SES Console Suppression List Suppression list tab

  1. Open the Amazon SES Console and make sure you're in the correct region (Asia Pacific — Mumbai).
  2. Go to Suppression List in the left sidebar. You'll see all email addresses that SES has suppressed, along with the reason (Bounce or Complaint) and the date added.
  3. Export or note down the suppressed email addresses. You can filter by reason if you only want bounces or only complaints.
  4. In Listmonk, go to Subscribers → All Subscribers. Search for each suppressed email, select it, and mark it as Blocklisted. For bulk actions, you can use Listmonk's import feature with the blocklist flag set to true.
  5. After blocklisting in Listmonk, optionally remove the address from SES's suppression list only if you've confirmed the address is now in Listmonk's blocklist — this avoids double-handling next time.
💡 Recommended cadence: Check the SES Suppression List at least once a week (ideally after every major campaign) and sync new entries to Listmonk's blocklist. This keeps your bounce rate low and prevents your SES account from being flagged.

 

⚠️ Why this matters: SES stops sending to suppressed addresses automatically, but Listmonk doesn't know about it. If you don't sync, Listmonk will keep queueing emails to these addresses, wasting your daily sending quota and causing delivery errors in your campaign reports.

FAQ 02

How do I identify the truly active subscribers of my newsletter?

Listmonk, SQL Query

For us, an "active subscriber" is someone who has received at least 9–10 newsletters/campaigns and has opened at least one of them (i.e., open rate > 0%). This filters out both new subscribers who haven't had enough exposure and long-time subscribers who never engage.

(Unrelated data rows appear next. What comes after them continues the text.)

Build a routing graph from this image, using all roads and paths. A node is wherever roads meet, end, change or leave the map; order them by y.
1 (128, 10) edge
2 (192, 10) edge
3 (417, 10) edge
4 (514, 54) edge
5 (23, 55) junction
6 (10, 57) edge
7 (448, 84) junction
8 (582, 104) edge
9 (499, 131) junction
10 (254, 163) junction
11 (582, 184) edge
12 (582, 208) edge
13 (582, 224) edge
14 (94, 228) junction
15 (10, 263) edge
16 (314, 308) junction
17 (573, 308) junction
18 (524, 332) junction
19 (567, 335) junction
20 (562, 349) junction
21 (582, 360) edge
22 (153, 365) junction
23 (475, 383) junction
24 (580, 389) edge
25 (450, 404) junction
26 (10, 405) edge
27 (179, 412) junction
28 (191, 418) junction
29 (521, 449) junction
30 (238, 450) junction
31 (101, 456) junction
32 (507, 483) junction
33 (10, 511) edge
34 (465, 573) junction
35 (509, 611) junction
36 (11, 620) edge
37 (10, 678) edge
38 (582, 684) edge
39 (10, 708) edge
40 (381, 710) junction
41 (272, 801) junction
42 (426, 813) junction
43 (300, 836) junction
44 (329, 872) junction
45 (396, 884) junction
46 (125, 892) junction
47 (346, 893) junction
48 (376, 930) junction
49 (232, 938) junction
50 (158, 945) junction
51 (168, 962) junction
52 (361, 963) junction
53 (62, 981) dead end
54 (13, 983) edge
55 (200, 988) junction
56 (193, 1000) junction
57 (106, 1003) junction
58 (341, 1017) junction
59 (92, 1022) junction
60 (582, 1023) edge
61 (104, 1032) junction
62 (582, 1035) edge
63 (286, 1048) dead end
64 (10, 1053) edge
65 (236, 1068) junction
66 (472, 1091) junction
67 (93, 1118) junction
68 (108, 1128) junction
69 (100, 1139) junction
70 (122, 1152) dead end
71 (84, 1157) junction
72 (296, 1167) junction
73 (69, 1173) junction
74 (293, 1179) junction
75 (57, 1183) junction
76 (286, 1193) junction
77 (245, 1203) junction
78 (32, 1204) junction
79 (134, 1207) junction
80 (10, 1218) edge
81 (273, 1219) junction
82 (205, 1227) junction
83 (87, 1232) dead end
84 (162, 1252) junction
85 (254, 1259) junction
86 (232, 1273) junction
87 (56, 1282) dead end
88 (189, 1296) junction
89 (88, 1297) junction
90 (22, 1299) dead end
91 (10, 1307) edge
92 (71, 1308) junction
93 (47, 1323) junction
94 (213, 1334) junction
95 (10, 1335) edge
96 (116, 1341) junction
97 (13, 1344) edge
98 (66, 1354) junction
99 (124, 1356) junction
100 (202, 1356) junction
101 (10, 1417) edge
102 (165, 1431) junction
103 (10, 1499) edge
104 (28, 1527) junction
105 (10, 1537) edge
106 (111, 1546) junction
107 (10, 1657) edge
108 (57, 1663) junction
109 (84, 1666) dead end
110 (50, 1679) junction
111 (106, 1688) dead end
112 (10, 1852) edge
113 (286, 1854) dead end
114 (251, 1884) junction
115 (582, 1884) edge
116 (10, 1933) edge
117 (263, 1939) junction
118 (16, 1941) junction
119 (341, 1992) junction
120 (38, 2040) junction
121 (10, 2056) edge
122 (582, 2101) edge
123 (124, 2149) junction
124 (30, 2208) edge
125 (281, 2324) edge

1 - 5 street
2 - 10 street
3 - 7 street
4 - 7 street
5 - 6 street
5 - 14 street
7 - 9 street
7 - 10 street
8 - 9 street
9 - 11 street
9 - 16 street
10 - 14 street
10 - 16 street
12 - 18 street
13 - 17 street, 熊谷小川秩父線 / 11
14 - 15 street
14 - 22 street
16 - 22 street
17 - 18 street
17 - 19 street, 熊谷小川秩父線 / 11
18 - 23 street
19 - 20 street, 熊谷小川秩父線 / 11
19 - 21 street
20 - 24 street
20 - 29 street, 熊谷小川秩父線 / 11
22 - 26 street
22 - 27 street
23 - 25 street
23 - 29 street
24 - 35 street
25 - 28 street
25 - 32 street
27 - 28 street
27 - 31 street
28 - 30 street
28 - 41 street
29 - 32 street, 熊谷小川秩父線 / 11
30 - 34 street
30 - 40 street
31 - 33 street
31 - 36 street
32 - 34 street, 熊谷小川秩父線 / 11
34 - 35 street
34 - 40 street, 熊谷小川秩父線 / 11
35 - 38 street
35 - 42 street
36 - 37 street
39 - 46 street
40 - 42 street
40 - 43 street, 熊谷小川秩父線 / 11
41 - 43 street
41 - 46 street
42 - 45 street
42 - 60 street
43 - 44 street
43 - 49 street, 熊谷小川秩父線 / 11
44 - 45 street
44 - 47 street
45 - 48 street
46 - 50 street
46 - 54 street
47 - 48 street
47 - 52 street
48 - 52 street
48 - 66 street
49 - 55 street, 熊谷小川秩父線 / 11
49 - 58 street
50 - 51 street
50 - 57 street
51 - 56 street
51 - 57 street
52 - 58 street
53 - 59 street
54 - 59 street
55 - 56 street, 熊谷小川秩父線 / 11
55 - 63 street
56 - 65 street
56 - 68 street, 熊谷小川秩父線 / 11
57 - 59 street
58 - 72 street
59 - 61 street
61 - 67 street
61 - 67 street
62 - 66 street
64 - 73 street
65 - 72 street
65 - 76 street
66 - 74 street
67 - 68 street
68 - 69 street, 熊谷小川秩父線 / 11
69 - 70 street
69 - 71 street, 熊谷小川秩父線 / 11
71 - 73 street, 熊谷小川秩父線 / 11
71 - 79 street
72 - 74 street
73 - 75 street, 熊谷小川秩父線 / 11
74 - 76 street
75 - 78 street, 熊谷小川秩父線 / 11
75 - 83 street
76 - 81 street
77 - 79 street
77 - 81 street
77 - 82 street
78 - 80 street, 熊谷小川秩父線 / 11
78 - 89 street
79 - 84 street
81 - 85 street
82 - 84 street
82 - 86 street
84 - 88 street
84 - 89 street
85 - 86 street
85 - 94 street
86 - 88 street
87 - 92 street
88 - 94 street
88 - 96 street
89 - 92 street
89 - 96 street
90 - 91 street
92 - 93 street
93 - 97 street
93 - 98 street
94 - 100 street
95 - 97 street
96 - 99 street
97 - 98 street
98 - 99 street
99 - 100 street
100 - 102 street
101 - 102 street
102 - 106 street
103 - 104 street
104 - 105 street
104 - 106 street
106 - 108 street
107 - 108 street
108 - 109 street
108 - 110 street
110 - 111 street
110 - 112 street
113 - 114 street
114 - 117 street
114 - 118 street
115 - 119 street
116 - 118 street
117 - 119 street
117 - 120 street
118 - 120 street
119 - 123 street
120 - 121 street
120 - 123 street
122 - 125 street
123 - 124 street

Conversely, to find inactive subscribers — people who received enough campaigns but never opened a single one — use the query below in Listmonk's subscriber search:

Listmonk → Subscribers → Query Subscribers → Advanced
Listmonk SQL — Inactive Subscribers

-- Subscribers who received ≥ 9 campaigns but opened ZERO
EXISTS(
  SELECT 1
    FROM campaign_lists cl
    INNER JOIN subscriber_lists sl
      ON cl.list_id = sl.list_id
    WHERE sl.subscriber_id = subscribers.id
    GROUP BY sl.subscriber_id
    HAVING COUNT(DISTINCT cl.campaign_id) >= 9
)
AND NOT EXISTS(
  SELECT 1
    FROM campaign_views cv
    WHERE cv.subscriber_id = subscribers.id
)

What this query does:

  1. The first EXISTS block finds subscribers who belong to lists that have been targeted by at least 9 distinct campaigns — meaning they've had enough exposure to your content.
  2. The AND NOT EXISTS block filters to only those who have zero entries in the campaign_views table — meaning they never opened a single email.
  3. The result is your inactive segment: people who've had plenty of chances to engage but haven't. You can then decide whether to re-engage them with a special campaign or blocklist them.
💡

To find active subscribers instead, flip the second condition: change AND NOT EXISTS to AND EXISTS. This gives you everyone who received ≥ 9 campaigns and opened at least one.